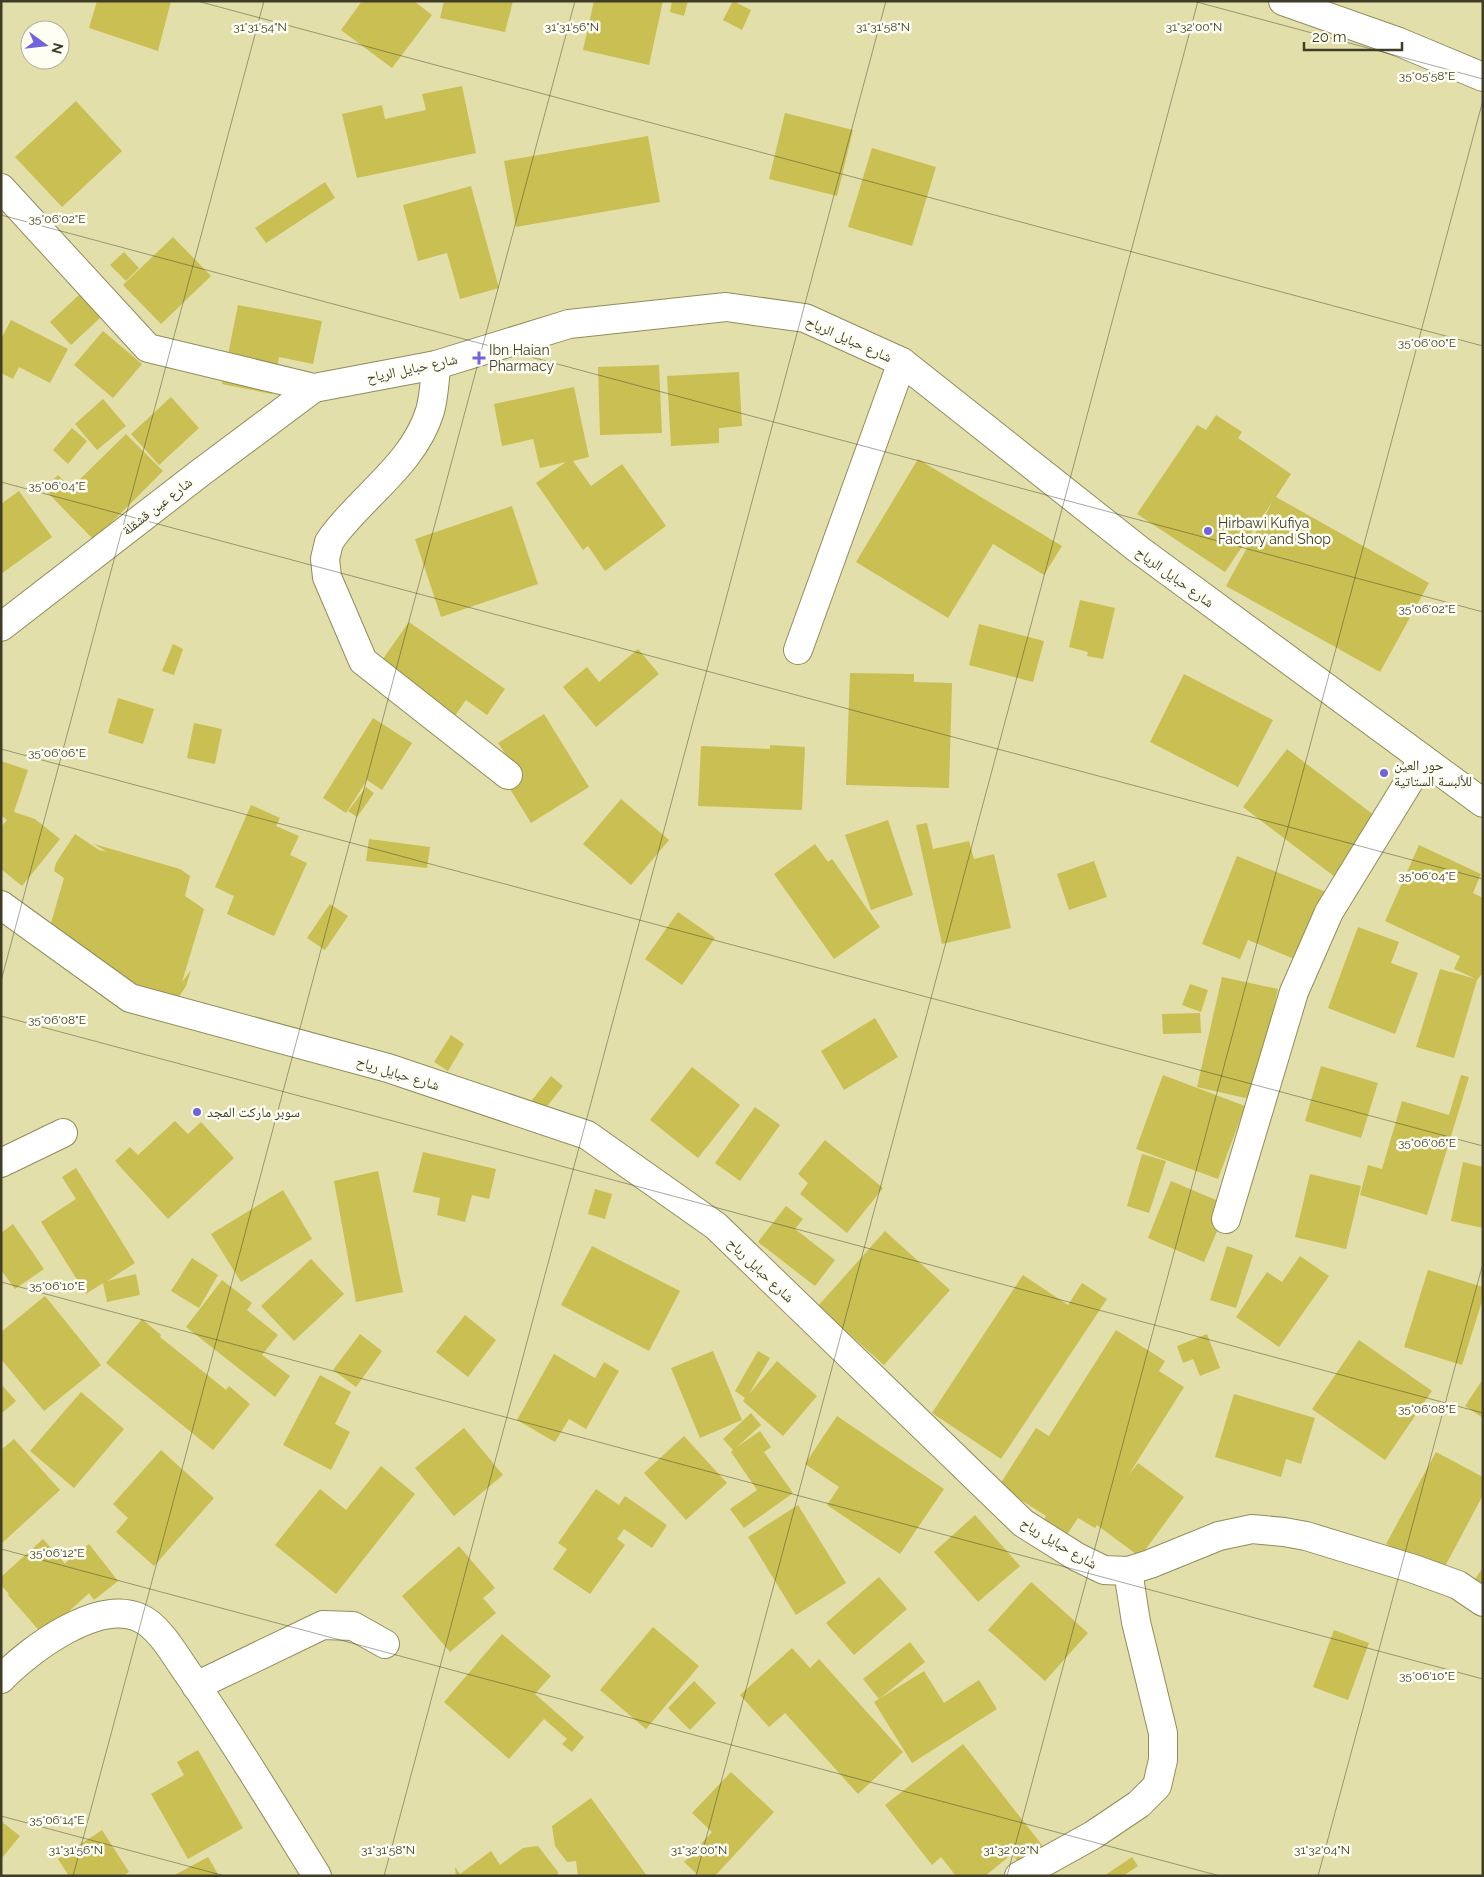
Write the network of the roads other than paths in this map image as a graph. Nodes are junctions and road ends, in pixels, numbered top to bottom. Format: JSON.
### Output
{"nodes":[{"id":1,"x":1283,"y":1,"type":"edge"},
{"id":2,"x":1483,"y":77,"type":"edge"},
{"id":3,"x":1,"y":188,"type":"edge"},
{"id":4,"x":902,"y":362,"type":"junction"},
{"id":5,"x":436,"y":365,"type":"junction"},
{"id":6,"x":314,"y":388,"type":"junction"},
{"id":7,"x":1,"y":627,"type":"edge"},
{"id":8,"x":798,"y":650,"type":"dead end"},
{"id":9,"x":1423,"y":759,"type":"junction"},
{"id":10,"x":508,"y":775,"type":"dead end"},
{"id":11,"x":1483,"y":803,"type":"edge"},
{"id":12,"x":1,"y":905,"type":"edge"},
{"id":13,"x":62,"y":1133,"type":"dead end"},
{"id":14,"x":1,"y":1163,"type":"edge"},
{"id":15,"x":1226,"y":1219,"type":"dead end"},
{"id":16,"x":1128,"y":1570,"type":"junction"},
{"id":17,"x":1483,"y":1602,"type":"edge"},
{"id":18,"x":385,"y":1644,"type":"dead end"},
{"id":19,"x":1,"y":1678,"type":"edge"},
{"id":20,"x":196,"y":1686,"type":"junction"},
{"id":21,"x":317,"y":1876,"type":"edge"},
{"id":22,"x":1019,"y":1876,"type":"edge"}],
"edges":[{"from":1,"to":2,"type":"street"},
{"from":3,"to":6,"type":"street","name":"شارع حبايل الرياح"},
{"from":4,"to":5,"type":"street","name":"شارع حبايل الرياح"},
{"from":4,"to":8,"type":"street"},
{"from":4,"to":9,"type":"street","name":"شارع حبايل الرياح"},
{"from":5,"to":6,"type":"street","name":"شارع حبايل الرياح"},
{"from":5,"to":10,"type":"street"},
{"from":6,"to":7,"type":"street","name":"شارع عين قشقلة"},
{"from":9,"to":11,"type":"street","name":"شارع حبايل الرياح"},
{"from":9,"to":15,"type":"street"},
{"from":12,"to":16,"type":"street","name":"شارع حبايل رياح"},
{"from":13,"to":14,"type":"street"},
{"from":16,"to":17,"type":"street","name":"شارع حبايل رياح"},
{"from":16,"to":22,"type":"street"},
{"from":18,"to":20,"type":"street"},
{"from":19,"to":20,"type":"street"},
{"from":20,"to":21,"type":"street"}]}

→ Work request
Only the pictures are to be left out; copy all the remaining material above exactly.

→ Task result
Write the network of the roads other than paths in this map image as a graph. Nodes are junctions and road ends, in pixels, numbered top to bottom. Format: JSON.
### Output
{"nodes":[{"id":1,"x":1283,"y":1,"type":"edge"},
{"id":2,"x":1483,"y":77,"type":"edge"},
{"id":3,"x":1,"y":188,"type":"edge"},
{"id":4,"x":902,"y":362,"type":"junction"},
{"id":5,"x":436,"y":365,"type":"junction"},
{"id":6,"x":314,"y":388,"type":"junction"},
{"id":7,"x":1,"y":627,"type":"edge"},
{"id":8,"x":798,"y":650,"type":"dead end"},
{"id":9,"x":1423,"y":759,"type":"junction"},
{"id":10,"x":508,"y":775,"type":"dead end"},
{"id":11,"x":1483,"y":803,"type":"edge"},
{"id":12,"x":1,"y":905,"type":"edge"},
{"id":13,"x":62,"y":1133,"type":"dead end"},
{"id":14,"x":1,"y":1163,"type":"edge"},
{"id":15,"x":1226,"y":1219,"type":"dead end"},
{"id":16,"x":1128,"y":1570,"type":"junction"},
{"id":17,"x":1483,"y":1602,"type":"edge"},
{"id":18,"x":385,"y":1644,"type":"dead end"},
{"id":19,"x":1,"y":1678,"type":"edge"},
{"id":20,"x":196,"y":1686,"type":"junction"},
{"id":21,"x":317,"y":1876,"type":"edge"},
{"id":22,"x":1019,"y":1876,"type":"edge"}],
"edges":[{"from":1,"to":2,"type":"street"},
{"from":3,"to":6,"type":"street","name":"شارع حبايل الرياح"},
{"from":4,"to":5,"type":"street","name":"شارع حبايل الرياح"},
{"from":4,"to":8,"type":"street"},
{"from":4,"to":9,"type":"street","name":"شارع حبايل الرياح"},
{"from":5,"to":6,"type":"street","name":"شارع حبايل الرياح"},
{"from":5,"to":10,"type":"street"},
{"from":6,"to":7,"type":"street","name":"شارع عين قشقلة"},
{"from":9,"to":11,"type":"street","name":"شارع حبايل الرياح"},
{"from":9,"to":15,"type":"street"},
{"from":12,"to":16,"type":"street","name":"شارع حبايل رياح"},
{"from":13,"to":14,"type":"street"},
{"from":16,"to":17,"type":"street","name":"شارع حبايل رياح"},
{"from":16,"to":22,"type":"street"},
{"from":18,"to":20,"type":"street"},
{"from":19,"to":20,"type":"street"},
{"from":20,"to":21,"type":"street"}]}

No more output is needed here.